Search the material below for "East" and copy every line where it occurs.

——————

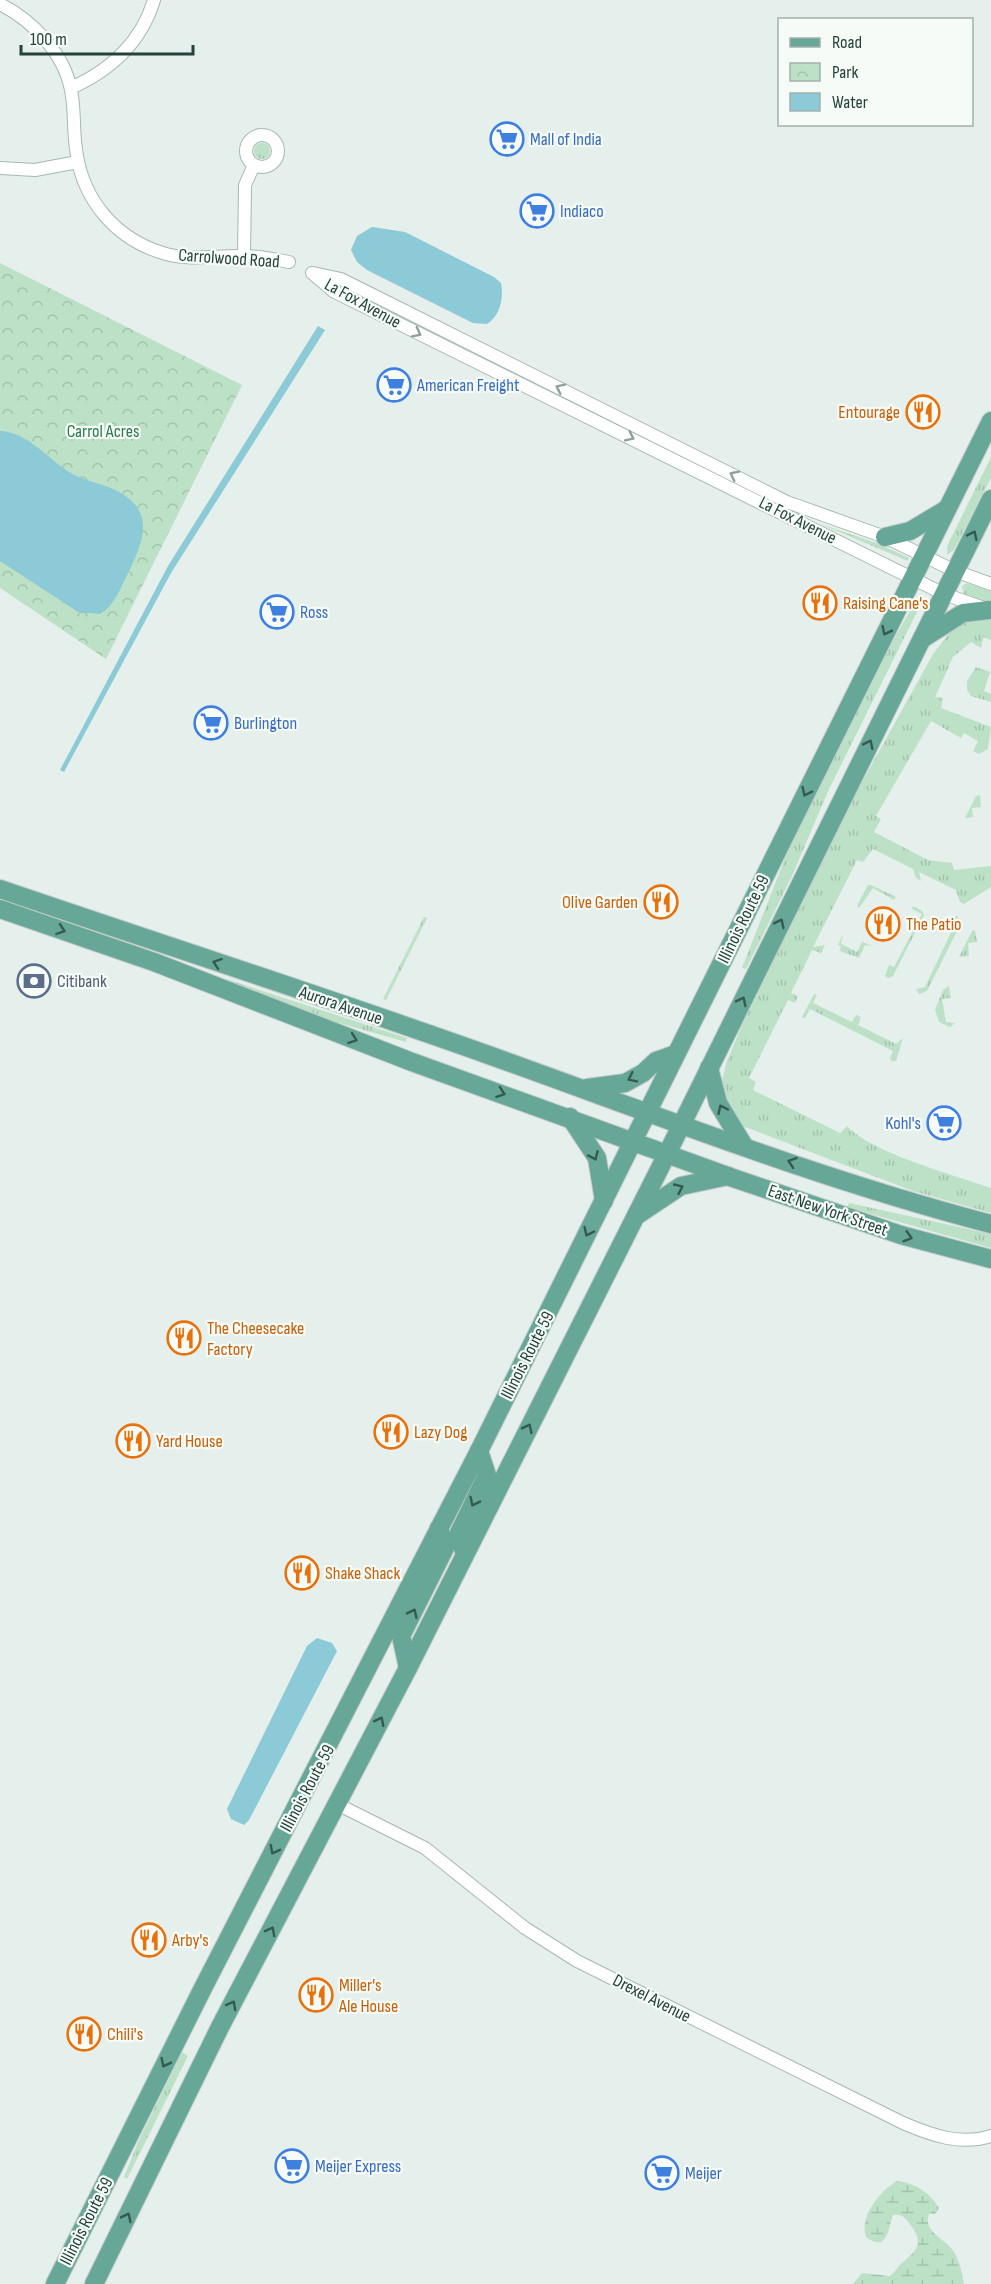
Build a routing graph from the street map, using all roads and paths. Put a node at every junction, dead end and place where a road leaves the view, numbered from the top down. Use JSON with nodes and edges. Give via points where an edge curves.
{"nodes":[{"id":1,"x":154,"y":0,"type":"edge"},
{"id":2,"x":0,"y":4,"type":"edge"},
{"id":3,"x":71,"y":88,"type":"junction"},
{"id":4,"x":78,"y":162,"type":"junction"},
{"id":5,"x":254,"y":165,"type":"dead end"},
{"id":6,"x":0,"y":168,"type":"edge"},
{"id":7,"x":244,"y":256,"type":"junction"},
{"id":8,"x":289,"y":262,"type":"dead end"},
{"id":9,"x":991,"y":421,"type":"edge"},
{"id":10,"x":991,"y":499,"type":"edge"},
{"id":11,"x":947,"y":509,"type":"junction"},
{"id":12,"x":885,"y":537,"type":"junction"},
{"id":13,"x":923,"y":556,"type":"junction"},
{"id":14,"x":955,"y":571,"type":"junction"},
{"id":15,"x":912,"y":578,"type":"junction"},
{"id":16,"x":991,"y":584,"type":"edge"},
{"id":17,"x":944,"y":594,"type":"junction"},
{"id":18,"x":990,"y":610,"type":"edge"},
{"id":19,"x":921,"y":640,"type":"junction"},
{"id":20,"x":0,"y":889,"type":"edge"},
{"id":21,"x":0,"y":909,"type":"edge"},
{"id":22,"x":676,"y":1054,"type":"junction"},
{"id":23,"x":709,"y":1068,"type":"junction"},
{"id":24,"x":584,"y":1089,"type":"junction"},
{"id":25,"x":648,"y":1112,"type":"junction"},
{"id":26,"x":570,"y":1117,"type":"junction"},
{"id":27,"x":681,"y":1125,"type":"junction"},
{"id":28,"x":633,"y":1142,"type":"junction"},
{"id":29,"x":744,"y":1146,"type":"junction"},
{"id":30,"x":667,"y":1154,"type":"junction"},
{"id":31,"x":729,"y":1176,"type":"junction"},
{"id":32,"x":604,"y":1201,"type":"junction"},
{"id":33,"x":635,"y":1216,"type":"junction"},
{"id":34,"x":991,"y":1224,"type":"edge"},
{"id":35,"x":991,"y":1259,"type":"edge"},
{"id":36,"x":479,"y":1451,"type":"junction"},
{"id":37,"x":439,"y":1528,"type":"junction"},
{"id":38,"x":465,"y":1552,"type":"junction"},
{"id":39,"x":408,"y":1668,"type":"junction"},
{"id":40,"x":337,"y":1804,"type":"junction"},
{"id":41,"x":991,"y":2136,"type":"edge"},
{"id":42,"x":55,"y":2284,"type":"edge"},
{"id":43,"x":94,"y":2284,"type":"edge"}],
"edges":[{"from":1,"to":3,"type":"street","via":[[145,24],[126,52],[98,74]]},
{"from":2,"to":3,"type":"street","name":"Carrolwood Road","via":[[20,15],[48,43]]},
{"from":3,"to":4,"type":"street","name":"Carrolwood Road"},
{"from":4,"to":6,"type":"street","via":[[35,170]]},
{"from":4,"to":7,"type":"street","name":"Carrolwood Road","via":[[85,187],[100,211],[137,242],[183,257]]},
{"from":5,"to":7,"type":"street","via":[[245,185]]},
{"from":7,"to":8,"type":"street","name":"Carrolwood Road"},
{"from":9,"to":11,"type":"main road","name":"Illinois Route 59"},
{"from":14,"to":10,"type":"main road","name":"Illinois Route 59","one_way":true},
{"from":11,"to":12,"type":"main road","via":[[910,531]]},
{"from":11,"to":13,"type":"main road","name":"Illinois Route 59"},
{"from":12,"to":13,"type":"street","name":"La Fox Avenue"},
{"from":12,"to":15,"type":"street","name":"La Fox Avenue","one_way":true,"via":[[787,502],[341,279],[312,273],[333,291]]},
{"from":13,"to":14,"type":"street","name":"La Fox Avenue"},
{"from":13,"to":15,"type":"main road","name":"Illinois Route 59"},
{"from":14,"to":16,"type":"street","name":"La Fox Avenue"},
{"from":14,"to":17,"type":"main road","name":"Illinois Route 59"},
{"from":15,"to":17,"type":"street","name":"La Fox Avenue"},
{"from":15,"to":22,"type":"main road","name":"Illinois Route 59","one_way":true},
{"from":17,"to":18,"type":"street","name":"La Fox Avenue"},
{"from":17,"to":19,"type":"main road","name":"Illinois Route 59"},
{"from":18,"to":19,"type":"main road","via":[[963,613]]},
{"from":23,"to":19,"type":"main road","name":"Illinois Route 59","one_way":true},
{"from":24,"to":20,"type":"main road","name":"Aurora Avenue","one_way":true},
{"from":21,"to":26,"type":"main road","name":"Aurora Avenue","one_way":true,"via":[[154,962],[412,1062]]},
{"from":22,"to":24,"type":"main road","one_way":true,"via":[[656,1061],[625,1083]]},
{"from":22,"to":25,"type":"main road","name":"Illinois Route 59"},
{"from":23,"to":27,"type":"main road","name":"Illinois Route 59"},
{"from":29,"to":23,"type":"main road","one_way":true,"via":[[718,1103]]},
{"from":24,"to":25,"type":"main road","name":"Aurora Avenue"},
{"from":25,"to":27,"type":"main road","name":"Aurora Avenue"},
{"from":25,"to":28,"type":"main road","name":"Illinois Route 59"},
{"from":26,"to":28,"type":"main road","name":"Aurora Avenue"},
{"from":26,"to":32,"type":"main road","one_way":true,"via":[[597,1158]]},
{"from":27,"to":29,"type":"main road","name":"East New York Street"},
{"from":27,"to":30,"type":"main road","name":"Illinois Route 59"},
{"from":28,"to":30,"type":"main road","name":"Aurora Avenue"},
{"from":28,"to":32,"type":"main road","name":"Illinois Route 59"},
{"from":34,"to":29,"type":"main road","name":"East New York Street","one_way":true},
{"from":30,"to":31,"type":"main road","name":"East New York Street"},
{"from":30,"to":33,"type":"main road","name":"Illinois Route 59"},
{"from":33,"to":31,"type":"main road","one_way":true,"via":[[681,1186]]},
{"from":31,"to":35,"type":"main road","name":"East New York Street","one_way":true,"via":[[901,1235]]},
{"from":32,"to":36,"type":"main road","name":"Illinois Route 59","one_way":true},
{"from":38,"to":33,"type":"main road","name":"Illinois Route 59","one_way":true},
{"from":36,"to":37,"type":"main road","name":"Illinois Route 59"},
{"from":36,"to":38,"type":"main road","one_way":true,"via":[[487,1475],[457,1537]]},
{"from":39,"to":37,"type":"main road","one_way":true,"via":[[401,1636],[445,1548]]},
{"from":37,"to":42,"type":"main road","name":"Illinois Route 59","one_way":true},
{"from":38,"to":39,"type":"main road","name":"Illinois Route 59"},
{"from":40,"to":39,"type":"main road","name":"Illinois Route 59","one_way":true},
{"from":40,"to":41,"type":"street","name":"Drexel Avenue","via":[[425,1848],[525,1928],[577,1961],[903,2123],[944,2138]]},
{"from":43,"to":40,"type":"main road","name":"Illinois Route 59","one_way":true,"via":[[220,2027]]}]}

——————

# Answer below
{"from":27,"to":29,"type":"main road","name":"East New York Street"},
{"from":34,"to":29,"type":"main road","name":"East New York Street","one_way":true},
{"from":30,"to":31,"type":"main road","name":"East New York Street"},
{"from":31,"to":35,"type":"main road","name":"East New York Street","one_way":true,"via":[[901,1235]]},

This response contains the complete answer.